» **WORK TO COMPLETE**: Every line that holds the word "ring" needs to be copied from the data below.
-- THE RECORDS follows --
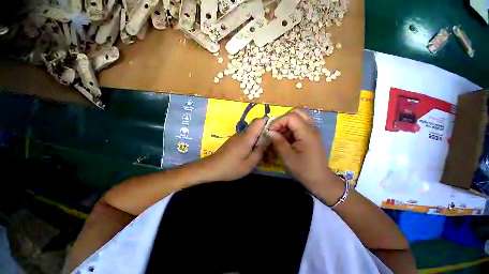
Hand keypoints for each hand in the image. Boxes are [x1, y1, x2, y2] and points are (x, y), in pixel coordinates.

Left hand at [202, 118, 267, 181]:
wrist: (211, 168)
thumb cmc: (231, 167)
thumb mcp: (249, 164)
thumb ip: (260, 152)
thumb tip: (267, 141)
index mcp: (247, 137)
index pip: (258, 121)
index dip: (268, 121)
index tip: (275, 129)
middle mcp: (242, 134)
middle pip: (256, 127)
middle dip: (265, 134)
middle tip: (271, 145)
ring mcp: (236, 137)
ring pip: (251, 134)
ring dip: (258, 140)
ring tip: (263, 152)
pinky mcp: (233, 141)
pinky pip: (246, 139)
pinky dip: (251, 143)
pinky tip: (251, 153)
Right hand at [267, 110, 338, 190]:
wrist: (320, 179)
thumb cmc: (304, 169)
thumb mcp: (288, 157)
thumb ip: (278, 142)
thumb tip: (268, 131)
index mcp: (307, 133)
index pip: (291, 117)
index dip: (278, 121)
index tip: (270, 131)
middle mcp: (311, 128)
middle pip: (297, 112)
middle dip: (283, 119)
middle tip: (276, 129)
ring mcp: (312, 131)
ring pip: (298, 117)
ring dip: (286, 123)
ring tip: (280, 134)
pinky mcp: (310, 135)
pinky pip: (299, 125)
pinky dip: (290, 128)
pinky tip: (286, 138)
-- THE RECORDS concluded --
» **SOLUTION FOR THIS PROBLEM**:
ring mcp: (236, 137)
ring pip: (251, 134)
ring dip: (258, 140)
ring tip: (263, 152)
ring mcp: (312, 131)
ring pip: (298, 117)
ring dip: (286, 123)
ring tip: (280, 134)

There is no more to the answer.